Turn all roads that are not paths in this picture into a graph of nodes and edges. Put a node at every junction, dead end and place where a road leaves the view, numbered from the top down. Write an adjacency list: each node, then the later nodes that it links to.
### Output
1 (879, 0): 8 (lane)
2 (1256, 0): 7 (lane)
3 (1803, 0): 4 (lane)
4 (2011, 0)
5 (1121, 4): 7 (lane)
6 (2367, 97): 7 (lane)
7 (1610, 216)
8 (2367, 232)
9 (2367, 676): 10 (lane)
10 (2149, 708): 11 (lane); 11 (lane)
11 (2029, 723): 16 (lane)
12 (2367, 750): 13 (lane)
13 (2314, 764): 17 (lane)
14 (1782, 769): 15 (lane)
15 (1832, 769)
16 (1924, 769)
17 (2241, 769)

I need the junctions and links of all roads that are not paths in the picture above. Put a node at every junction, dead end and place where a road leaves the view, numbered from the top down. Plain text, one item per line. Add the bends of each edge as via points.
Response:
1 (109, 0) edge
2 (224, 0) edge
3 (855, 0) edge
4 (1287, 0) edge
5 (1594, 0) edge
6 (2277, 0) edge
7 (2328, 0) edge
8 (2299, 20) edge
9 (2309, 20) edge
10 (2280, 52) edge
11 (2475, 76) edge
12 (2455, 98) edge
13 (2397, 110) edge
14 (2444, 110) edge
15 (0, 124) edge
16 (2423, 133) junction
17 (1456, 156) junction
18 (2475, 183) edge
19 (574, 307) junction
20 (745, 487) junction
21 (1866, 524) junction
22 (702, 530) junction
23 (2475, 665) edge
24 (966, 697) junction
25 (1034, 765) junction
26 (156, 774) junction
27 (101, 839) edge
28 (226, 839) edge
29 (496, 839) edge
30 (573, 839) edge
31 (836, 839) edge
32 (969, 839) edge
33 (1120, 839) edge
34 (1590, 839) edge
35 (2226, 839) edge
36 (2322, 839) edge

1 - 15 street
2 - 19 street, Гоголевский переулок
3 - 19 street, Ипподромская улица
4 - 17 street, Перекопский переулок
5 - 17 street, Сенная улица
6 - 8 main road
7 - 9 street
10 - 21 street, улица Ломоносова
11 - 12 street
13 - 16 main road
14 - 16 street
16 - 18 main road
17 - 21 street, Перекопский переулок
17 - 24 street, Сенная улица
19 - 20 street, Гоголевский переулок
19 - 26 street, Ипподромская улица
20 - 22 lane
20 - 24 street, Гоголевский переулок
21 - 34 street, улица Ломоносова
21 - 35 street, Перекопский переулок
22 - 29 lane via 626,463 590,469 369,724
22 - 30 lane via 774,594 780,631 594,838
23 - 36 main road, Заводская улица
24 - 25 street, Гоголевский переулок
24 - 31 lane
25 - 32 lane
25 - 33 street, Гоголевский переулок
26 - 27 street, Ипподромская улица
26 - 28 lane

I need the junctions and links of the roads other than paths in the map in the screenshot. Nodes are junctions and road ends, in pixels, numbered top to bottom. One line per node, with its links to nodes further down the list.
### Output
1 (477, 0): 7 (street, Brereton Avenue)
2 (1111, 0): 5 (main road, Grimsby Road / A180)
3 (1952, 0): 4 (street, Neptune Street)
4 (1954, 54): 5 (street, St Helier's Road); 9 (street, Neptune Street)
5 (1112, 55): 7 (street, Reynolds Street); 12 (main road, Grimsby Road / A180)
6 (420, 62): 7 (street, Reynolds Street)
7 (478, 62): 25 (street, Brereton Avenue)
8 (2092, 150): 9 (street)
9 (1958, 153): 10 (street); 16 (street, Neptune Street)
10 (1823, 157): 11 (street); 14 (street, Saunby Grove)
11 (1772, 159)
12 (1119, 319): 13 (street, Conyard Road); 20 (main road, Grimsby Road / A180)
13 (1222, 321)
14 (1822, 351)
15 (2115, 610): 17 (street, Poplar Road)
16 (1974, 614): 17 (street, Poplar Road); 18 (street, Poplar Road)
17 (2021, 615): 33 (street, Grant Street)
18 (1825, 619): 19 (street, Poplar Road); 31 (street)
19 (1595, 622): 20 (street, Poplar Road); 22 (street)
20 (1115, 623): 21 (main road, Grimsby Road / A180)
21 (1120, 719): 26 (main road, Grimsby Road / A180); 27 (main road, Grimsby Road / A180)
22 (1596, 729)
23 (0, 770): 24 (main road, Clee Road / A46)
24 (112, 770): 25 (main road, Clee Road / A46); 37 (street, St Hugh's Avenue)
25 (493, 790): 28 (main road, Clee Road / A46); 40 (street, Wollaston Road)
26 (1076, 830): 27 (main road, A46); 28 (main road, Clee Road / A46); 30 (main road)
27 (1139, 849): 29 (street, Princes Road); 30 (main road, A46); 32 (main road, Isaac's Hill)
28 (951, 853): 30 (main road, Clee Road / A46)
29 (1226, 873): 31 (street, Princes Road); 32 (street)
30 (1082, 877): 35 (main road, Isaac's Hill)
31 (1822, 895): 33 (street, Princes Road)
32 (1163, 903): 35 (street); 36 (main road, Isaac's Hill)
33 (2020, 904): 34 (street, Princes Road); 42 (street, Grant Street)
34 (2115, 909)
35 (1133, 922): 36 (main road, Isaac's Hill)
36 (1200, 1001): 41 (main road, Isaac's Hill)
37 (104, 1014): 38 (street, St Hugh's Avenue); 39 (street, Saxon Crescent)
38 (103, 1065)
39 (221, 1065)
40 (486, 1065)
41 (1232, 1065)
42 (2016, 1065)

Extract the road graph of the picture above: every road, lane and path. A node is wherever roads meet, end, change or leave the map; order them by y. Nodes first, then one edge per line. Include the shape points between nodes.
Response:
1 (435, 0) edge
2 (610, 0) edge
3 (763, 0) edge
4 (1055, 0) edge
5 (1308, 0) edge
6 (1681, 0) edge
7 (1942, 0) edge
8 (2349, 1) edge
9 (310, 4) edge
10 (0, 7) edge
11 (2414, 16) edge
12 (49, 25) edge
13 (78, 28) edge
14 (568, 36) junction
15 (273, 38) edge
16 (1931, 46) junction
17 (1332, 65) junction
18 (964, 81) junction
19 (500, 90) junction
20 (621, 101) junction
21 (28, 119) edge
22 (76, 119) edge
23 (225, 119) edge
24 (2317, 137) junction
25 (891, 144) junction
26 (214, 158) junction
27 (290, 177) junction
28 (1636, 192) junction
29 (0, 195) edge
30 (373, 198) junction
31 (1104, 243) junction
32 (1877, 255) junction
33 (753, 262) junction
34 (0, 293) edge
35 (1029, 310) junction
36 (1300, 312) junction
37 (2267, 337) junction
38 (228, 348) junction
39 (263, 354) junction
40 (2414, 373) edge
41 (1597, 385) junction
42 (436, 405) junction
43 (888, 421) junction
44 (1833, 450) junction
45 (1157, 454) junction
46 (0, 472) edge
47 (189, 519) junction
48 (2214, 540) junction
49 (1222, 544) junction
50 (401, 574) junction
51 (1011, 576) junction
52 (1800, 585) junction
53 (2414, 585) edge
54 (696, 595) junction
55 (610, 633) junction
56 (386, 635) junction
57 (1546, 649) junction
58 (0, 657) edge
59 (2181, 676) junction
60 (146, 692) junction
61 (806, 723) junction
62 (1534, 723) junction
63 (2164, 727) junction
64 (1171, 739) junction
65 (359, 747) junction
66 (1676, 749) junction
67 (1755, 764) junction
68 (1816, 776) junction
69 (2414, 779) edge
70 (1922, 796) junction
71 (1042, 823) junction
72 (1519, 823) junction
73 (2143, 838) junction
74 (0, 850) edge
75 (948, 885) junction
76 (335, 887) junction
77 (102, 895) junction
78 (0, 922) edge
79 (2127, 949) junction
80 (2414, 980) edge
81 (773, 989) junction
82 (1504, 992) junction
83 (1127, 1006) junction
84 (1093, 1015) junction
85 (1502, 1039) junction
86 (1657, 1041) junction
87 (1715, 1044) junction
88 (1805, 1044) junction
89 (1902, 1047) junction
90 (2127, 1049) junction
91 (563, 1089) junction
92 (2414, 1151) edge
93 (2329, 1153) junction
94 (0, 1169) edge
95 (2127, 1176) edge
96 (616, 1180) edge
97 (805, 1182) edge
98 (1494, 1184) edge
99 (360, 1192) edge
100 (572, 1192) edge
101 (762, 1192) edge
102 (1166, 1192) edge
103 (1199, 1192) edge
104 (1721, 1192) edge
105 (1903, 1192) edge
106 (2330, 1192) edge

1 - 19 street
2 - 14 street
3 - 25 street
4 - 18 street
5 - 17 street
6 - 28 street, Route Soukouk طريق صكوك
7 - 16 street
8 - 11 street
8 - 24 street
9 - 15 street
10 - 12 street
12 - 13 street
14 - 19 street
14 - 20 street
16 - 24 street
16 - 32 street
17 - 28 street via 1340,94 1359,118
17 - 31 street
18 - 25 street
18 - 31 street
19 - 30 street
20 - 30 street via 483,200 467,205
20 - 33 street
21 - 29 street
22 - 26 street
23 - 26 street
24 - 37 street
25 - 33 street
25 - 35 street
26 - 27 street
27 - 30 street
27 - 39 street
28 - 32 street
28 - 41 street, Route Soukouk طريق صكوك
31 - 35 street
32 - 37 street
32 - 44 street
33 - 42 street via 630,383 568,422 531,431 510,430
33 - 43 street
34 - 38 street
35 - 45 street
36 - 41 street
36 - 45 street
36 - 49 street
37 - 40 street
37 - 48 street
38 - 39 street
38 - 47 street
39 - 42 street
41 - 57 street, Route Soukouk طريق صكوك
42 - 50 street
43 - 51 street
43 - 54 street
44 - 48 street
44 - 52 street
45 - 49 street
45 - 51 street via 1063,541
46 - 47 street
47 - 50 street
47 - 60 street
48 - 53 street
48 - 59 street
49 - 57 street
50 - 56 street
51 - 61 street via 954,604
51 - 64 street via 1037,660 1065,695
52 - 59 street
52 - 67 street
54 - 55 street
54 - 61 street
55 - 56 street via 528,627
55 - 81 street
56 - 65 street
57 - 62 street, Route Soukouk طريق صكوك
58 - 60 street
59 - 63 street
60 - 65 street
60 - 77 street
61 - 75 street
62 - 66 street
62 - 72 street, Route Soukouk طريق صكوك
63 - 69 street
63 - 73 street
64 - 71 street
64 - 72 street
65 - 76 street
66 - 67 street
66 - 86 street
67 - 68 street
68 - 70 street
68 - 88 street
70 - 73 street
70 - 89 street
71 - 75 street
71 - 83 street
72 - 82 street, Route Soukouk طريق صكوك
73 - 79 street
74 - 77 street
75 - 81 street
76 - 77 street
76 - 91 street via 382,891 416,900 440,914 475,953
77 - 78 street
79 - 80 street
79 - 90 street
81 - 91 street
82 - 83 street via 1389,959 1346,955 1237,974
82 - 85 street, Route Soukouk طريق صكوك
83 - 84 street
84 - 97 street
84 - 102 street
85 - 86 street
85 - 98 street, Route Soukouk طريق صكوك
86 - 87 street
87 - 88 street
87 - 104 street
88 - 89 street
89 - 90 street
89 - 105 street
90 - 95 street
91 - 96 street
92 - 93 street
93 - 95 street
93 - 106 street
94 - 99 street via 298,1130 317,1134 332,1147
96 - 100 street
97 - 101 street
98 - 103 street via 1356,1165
____________________
The required answer is the number of lines in the listing above that contain the word "Reynolds", with nothing added.

REPLY TO THE TASK. 2